*ASSIGNMENT*. Every line of the data below is to be retyped exactly.

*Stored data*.
◆ ◆ ◆

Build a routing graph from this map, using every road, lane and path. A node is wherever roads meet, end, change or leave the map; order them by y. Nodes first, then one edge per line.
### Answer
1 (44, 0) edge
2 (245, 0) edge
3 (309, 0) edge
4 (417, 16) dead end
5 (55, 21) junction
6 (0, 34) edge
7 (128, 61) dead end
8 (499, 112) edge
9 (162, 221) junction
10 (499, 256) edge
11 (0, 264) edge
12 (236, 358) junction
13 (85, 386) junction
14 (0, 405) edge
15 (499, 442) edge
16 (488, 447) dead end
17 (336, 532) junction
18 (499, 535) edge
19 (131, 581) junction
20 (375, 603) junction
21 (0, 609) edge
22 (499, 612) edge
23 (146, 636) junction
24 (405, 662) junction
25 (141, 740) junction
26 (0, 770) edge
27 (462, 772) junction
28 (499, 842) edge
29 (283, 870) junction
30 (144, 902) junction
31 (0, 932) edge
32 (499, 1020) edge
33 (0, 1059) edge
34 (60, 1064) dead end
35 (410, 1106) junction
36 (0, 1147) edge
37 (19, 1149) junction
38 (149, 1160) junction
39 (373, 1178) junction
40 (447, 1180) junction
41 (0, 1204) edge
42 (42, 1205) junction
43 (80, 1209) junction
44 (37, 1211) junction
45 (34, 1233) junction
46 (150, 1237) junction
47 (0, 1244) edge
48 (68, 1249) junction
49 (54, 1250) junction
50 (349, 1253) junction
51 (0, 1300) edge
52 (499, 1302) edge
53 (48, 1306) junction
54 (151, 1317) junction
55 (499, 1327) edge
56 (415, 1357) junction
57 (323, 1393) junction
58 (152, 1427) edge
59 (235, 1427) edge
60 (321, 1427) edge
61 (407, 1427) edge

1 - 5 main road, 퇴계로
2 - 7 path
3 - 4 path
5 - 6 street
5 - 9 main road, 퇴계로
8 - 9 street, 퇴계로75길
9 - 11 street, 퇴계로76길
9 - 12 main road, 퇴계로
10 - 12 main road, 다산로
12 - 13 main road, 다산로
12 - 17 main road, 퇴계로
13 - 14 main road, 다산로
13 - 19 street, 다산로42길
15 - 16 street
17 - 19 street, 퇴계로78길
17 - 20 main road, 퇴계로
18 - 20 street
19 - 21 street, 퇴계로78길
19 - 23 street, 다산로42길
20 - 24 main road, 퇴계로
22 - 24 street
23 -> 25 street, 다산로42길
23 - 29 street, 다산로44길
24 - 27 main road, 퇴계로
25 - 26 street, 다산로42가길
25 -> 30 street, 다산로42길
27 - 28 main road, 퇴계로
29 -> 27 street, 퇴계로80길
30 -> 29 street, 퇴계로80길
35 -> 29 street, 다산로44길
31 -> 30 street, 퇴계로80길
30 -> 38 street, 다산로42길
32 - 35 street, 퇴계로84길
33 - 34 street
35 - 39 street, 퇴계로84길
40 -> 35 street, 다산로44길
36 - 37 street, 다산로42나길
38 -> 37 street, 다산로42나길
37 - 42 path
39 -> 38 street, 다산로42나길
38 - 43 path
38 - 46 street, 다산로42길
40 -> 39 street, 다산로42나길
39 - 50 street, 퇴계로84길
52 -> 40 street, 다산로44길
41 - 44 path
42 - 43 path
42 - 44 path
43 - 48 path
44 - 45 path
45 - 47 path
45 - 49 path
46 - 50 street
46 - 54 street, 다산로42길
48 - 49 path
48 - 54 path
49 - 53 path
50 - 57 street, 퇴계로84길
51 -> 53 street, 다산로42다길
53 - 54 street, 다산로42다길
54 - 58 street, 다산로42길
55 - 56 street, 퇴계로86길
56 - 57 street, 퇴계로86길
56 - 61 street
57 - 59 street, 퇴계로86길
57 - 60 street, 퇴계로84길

◆ ◆ ◆

*EXERCISE RESPONSE*.
Build a routing graph from this map, using every road, lane and path. A node is wherever roads meet, end, change or leave the map; order them by y. Nodes first, then one edge per line.
### Answer
1 (44, 0) edge
2 (245, 0) edge
3 (309, 0) edge
4 (417, 16) dead end
5 (55, 21) junction
6 (0, 34) edge
7 (128, 61) dead end
8 (499, 112) edge
9 (162, 221) junction
10 (499, 256) edge
11 (0, 264) edge
12 (236, 358) junction
13 (85, 386) junction
14 (0, 405) edge
15 (499, 442) edge
16 (488, 447) dead end
17 (336, 532) junction
18 (499, 535) edge
19 (131, 581) junction
20 (375, 603) junction
21 (0, 609) edge
22 (499, 612) edge
23 (146, 636) junction
24 (405, 662) junction
25 (141, 740) junction
26 (0, 770) edge
27 (462, 772) junction
28 (499, 842) edge
29 (283, 870) junction
30 (144, 902) junction
31 (0, 932) edge
32 (499, 1020) edge
33 (0, 1059) edge
34 (60, 1064) dead end
35 (410, 1106) junction
36 (0, 1147) edge
37 (19, 1149) junction
38 (149, 1160) junction
39 (373, 1178) junction
40 (447, 1180) junction
41 (0, 1204) edge
42 (42, 1205) junction
43 (80, 1209) junction
44 (37, 1211) junction
45 (34, 1233) junction
46 (150, 1237) junction
47 (0, 1244) edge
48 (68, 1249) junction
49 (54, 1250) junction
50 (349, 1253) junction
51 (0, 1300) edge
52 (499, 1302) edge
53 (48, 1306) junction
54 (151, 1317) junction
55 (499, 1327) edge
56 (415, 1357) junction
57 (323, 1393) junction
58 (152, 1427) edge
59 (235, 1427) edge
60 (321, 1427) edge
61 (407, 1427) edge

1 - 5 main road, 퇴계로
2 - 7 path
3 - 4 path
5 - 6 street
5 - 9 main road, 퇴계로
8 - 9 street, 퇴계로75길
9 - 11 street, 퇴계로76길
9 - 12 main road, 퇴계로
10 - 12 main road, 다산로
12 - 13 main road, 다산로
12 - 17 main road, 퇴계로
13 - 14 main road, 다산로
13 - 19 street, 다산로42길
15 - 16 street
17 - 19 street, 퇴계로78길
17 - 20 main road, 퇴계로
18 - 20 street
19 - 21 street, 퇴계로78길
19 - 23 street, 다산로42길
20 - 24 main road, 퇴계로
22 - 24 street
23 -> 25 street, 다산로42길
23 - 29 street, 다산로44길
24 - 27 main road, 퇴계로
25 - 26 street, 다산로42가길
25 -> 30 street, 다산로42길
27 - 28 main road, 퇴계로
29 -> 27 street, 퇴계로80길
30 -> 29 street, 퇴계로80길
35 -> 29 street, 다산로44길
31 -> 30 street, 퇴계로80길
30 -> 38 street, 다산로42길
32 - 35 street, 퇴계로84길
33 - 34 street
35 - 39 street, 퇴계로84길
40 -> 35 street, 다산로44길
36 - 37 street, 다산로42나길
38 -> 37 street, 다산로42나길
37 - 42 path
39 -> 38 street, 다산로42나길
38 - 43 path
38 - 46 street, 다산로42길
40 -> 39 street, 다산로42나길
39 - 50 street, 퇴계로84길
52 -> 40 street, 다산로44길
41 - 44 path
42 - 43 path
42 - 44 path
43 - 48 path
44 - 45 path
45 - 47 path
45 - 49 path
46 - 50 street
46 - 54 street, 다산로42길
48 - 49 path
48 - 54 path
49 - 53 path
50 - 57 street, 퇴계로84길
51 -> 53 street, 다산로42다길
53 - 54 street, 다산로42다길
54 - 58 street, 다산로42길
55 - 56 street, 퇴계로86길
56 - 57 street, 퇴계로86길
56 - 61 street
57 - 59 street, 퇴계로86길
57 - 60 street, 퇴계로84길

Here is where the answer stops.